Patents classification by computer algorithm is a problem that has confounded researchers and business for decades. The only easy part about patent classification is collecting the data. Most data on patents are open and made freely available to the public by governments. Nearly the entire digital database of the USPTO is accessable to the public through api or direct downloads of the archived databases. The data gathered from the USPTO is also generally clean, structured and formatted in tsv, xml or json. Access to patent data is open and free for patents from the European Union, United Kingdom and Japan. For this project, zipped tsv files containing the datasets were downloaded from PatentView, a service provided by the USPTO to support patent research.
Any effective method of patent classification by technical subject matter must have and balance the following three properties.
-
Cover the entire range of possible technical subject matter
-
Have enought granularity to distinguish related patents
-
Yet not too much granularity such that it is no longer an useful abstraction
A patent classification system that maximizes granularity simiply gives each unique patent its own unique classification. One that minimizes granularity simiply classifies all the patents into one subject matter. Since the number of possible subject matters is extreamly large, neither of these systems are useful abstractions. A more useful system would have a small number of classes. The most useful system would recursively chain together multiple medium granularity classification systems in a hierarchical manner. The number of recursions will be dependant on the level of granularity one wants to reach. A simple classification will require one or two recursions while an advanced classification will need alteast a few. Lets say we want to classify patents into a thousand categories. Instead of trying the classifiy the patents into a thousand different categories at once, we classify only 10 categories with each category classified into 10 sub-categories. Each sub-category is then classified further into 10 sub-sub-categories. Using the recursive method to classify yeilds an hierarchical classification system. Such Hierarchical classification system can be modeled as a Directed Acylic Graph, which is also known as a tree data structure. Many classification systems are structured as hierarchical classification systems. If you are familar with the Dewey Decimal system or the Library of Congress Classification system for classifing books then you are already familar with hierarchical classification systems. All patent classification systems are heriarchical, what differs between patent systems in patent offices of different nations is the categories used for each level. Since 2013, the patent offices of the US and EU have harmonized their patent classification systems called the CPC.
The current system of patent classification is the Cooperative Patent Classification CPC) for the United States Patent and Trademark Office (USPTO) and the European Patent Office (EPO). A series of symbols are used to represent the category. When the series is read left to right, The first is symbol represents the highest level of categorization which each symbol to the left representing one level down in categorization. The schema with their represenative symbols for the CPC hierarchies are given below.
-
Section (one letter A to H and also Y)
- Class (two digits)
- Subclass (one letter)
- Group (one to three digits)
- Main group and subgroups (at least two digits)

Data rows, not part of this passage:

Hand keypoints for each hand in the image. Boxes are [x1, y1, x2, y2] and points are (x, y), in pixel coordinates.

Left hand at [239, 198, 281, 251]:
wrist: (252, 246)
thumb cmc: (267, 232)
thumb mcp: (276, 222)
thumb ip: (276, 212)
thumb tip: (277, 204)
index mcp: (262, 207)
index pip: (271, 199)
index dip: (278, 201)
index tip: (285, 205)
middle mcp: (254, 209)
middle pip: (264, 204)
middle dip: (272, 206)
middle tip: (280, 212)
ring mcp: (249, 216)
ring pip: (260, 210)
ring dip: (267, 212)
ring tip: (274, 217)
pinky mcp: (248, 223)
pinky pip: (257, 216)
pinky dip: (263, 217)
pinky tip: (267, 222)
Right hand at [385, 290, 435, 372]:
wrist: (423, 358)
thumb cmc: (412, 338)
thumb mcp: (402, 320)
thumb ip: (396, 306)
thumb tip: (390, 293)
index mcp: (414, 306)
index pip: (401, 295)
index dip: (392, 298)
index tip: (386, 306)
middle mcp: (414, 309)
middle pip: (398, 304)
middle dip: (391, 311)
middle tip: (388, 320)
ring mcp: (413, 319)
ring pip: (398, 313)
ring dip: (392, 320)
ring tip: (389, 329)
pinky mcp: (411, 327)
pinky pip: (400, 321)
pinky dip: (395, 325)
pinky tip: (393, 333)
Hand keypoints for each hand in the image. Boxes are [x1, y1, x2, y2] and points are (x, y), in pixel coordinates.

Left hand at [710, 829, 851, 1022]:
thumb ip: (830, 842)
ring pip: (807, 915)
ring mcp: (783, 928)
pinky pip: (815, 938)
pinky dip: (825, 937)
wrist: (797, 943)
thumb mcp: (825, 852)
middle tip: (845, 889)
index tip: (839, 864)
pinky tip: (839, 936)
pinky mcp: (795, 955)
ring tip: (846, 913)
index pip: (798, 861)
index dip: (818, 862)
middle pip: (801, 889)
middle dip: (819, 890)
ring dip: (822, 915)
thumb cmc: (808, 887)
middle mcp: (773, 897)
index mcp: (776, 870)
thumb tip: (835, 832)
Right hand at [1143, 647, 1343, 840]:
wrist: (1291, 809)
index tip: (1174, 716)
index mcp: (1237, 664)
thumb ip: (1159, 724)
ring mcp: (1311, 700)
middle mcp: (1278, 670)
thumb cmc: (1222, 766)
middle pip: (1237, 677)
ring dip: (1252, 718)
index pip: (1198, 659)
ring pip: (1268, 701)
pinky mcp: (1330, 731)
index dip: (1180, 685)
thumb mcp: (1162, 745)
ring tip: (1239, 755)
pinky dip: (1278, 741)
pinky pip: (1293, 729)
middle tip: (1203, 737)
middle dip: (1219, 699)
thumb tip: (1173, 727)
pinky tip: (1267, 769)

- Group (one to three digits)
- Subclass (one letter)
- Class (two digits)
For example, A recent patent from Google titled Neural Network Processor, patent number US20160342891A1, has the primary CPC classification as G06N3/08. Each of the subject matter classifications, for this patent, by level are the following
- Section G (Physics)
- Class G06 (Computing; Calculating; Counting)
- Subclass G06N (Computer Systems Based on Specific Computational Models)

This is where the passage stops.